App aside, things haven’t moved on significantly from where Sorare was a year ago. The site is functional and new additions such as custom badges and banners have been a nice way to add a splash of colour. The lack of a transaction history is still desperately missing for those of us who like to bring a level of scientific precision to our collections and conducting simple tasks such as tweaking the asking price for a card or automatically relisting unsold players remain frustratingly absent.

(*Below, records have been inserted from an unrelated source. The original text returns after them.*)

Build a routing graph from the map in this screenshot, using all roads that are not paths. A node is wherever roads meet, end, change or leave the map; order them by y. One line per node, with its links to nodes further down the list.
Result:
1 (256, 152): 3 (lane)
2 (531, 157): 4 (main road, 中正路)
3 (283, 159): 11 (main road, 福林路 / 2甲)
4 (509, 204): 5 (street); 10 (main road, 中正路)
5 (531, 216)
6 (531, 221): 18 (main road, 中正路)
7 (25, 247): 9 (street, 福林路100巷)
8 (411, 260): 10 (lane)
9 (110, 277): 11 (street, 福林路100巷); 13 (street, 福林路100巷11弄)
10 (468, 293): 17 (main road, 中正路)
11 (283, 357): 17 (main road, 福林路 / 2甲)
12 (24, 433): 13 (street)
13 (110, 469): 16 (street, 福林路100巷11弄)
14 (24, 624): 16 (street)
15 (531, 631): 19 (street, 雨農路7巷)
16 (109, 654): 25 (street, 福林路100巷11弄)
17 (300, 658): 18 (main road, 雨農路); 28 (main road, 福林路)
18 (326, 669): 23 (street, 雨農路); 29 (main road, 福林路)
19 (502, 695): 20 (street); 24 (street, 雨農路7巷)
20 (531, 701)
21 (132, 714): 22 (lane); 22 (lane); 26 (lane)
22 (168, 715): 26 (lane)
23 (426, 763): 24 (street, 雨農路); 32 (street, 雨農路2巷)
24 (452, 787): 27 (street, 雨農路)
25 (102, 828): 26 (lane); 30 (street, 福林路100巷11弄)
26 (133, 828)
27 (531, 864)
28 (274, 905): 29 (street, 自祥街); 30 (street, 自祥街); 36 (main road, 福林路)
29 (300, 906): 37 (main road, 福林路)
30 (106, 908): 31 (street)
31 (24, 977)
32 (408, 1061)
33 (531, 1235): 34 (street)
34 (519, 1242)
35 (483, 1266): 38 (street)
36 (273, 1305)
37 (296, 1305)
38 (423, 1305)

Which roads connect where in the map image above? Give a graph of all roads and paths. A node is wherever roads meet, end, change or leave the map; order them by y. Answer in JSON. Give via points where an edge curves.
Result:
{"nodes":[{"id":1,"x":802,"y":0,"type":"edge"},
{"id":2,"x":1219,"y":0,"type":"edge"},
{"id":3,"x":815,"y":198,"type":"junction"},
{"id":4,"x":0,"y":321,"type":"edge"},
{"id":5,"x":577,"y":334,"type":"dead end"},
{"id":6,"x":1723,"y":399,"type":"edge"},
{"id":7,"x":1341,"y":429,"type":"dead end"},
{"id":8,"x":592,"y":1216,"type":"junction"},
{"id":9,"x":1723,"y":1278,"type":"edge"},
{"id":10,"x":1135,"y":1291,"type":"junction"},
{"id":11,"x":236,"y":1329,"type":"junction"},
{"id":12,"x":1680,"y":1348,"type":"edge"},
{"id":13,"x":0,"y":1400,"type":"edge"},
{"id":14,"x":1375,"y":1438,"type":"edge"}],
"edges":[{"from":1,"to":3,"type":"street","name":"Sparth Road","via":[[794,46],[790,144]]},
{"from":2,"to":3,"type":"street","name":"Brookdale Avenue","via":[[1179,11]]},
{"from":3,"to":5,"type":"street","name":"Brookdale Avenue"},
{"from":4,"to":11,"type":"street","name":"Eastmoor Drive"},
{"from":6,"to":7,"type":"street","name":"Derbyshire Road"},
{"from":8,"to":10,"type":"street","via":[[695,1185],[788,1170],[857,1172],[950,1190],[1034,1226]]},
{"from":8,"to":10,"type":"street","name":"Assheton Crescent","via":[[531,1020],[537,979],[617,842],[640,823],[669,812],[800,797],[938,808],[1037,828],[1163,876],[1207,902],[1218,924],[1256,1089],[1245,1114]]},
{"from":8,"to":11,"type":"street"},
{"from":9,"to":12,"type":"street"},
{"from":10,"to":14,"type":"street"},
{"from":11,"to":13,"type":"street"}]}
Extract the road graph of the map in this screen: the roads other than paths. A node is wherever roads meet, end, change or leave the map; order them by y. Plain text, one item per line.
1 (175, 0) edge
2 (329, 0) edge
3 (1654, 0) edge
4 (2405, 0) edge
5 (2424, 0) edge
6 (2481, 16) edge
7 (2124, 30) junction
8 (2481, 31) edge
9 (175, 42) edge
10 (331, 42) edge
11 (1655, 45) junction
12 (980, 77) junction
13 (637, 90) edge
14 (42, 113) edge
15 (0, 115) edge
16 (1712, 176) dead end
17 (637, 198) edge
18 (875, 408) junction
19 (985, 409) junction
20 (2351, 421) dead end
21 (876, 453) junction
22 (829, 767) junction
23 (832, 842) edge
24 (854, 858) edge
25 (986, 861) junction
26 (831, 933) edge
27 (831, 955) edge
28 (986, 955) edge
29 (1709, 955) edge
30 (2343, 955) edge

There remains much to do in this space but this is a huge opportunity for Sorare to generate significant goodwill and customer loyalty by demonstrating meaningful progress.

End of term grade: D

The Future

There is so much planned for the months ahead that its not immediately obvious where to begin. We’ve already touched on the new scarcity and the risks and opportunities that this development may bring to the marketplace. But with the new scarcity also comes new leagues, with the Academy expected to join the existing SO5 gameworld and provide a new route for managers to use their cards in a way which generates a return. If that wasn’t enough change for SO5, we are also expecting the introduction of the new threshold system, with some new ‘gamification’ of threshold reward accrual and the opportunity to rack up larger prizes from consistent performers rather than than having to finish on the podium in the divisions, an ask which gets ever more difficult.

New clubs and leagues are a certainty and we will never be disappointed by the ability to grow our card collections with players from an ever growing roster of clubs, leagues and nations. As more of the established professional football leagues become more familiar with the commercial opportunities generated by NFTs, the attraction of a link up with Sorare as an established operation will be difficult to refuse. Watch this space with interest.

In conclusion, the future seems incredibly bright for Sorare. 2020/21 was the year in which the platform came of age and demonstrated that it has the recipe for bringing football fans, speculators, fantasy players and collectors together into a unique ecosystem. If the last twelve months was an exciting and rapid rise however, it could be nothing when compared with the year ahead.